Activity - Filter the lines below, copying only those with the string "dead".

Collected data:
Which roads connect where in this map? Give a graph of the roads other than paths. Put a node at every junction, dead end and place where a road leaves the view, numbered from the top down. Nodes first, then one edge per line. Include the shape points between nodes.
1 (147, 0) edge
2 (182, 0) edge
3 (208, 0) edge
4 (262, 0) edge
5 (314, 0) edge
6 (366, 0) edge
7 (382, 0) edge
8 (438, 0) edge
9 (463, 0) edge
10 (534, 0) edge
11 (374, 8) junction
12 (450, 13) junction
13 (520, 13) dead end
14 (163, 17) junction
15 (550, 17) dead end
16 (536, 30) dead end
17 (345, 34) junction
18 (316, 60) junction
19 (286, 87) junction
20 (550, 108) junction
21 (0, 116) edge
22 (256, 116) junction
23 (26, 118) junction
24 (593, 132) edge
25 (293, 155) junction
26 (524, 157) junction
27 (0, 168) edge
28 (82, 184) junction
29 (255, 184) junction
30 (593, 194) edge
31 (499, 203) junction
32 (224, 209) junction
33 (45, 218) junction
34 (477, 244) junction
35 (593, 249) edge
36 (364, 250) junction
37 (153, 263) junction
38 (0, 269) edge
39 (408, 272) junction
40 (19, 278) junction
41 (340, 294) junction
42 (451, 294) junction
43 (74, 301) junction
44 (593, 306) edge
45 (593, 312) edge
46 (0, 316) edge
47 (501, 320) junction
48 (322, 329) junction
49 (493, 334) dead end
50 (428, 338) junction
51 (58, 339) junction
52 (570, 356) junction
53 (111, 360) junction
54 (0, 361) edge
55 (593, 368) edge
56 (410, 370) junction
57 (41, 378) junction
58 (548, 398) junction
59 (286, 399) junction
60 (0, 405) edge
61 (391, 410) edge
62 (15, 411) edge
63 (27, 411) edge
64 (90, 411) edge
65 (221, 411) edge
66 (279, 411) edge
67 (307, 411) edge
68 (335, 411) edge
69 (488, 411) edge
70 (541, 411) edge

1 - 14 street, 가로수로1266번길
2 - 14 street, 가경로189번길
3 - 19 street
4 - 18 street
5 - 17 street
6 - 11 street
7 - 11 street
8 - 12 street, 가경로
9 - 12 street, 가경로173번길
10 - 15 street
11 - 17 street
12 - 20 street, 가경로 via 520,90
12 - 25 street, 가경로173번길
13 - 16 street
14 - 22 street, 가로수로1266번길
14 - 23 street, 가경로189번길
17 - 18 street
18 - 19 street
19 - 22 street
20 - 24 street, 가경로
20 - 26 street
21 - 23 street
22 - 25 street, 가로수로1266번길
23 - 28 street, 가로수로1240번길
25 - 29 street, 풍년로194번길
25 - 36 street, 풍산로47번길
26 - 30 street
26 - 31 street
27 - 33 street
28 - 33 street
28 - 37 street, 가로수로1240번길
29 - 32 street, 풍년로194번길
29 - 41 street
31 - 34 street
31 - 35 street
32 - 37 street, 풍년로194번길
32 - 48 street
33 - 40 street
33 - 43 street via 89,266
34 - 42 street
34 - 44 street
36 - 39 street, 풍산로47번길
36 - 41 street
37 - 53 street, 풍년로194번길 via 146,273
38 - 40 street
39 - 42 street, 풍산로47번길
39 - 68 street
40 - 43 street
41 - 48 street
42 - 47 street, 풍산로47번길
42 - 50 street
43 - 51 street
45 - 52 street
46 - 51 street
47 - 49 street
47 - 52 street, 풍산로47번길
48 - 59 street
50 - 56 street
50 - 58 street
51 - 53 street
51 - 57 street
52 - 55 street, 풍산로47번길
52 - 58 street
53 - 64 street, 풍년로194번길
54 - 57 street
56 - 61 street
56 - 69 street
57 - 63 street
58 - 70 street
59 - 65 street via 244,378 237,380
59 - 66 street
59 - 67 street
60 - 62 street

Solution -
Which roads connect where in this map? Give a graph of the roads other than paths. Put a node at every junction, dead end and place where a road leaves the view, numbered from the top down. Nodes first, then one edge per line. Include the shape points between nodes.
13 (520, 13) dead end
15 (550, 17) dead end
16 (536, 30) dead end
49 (493, 334) dead end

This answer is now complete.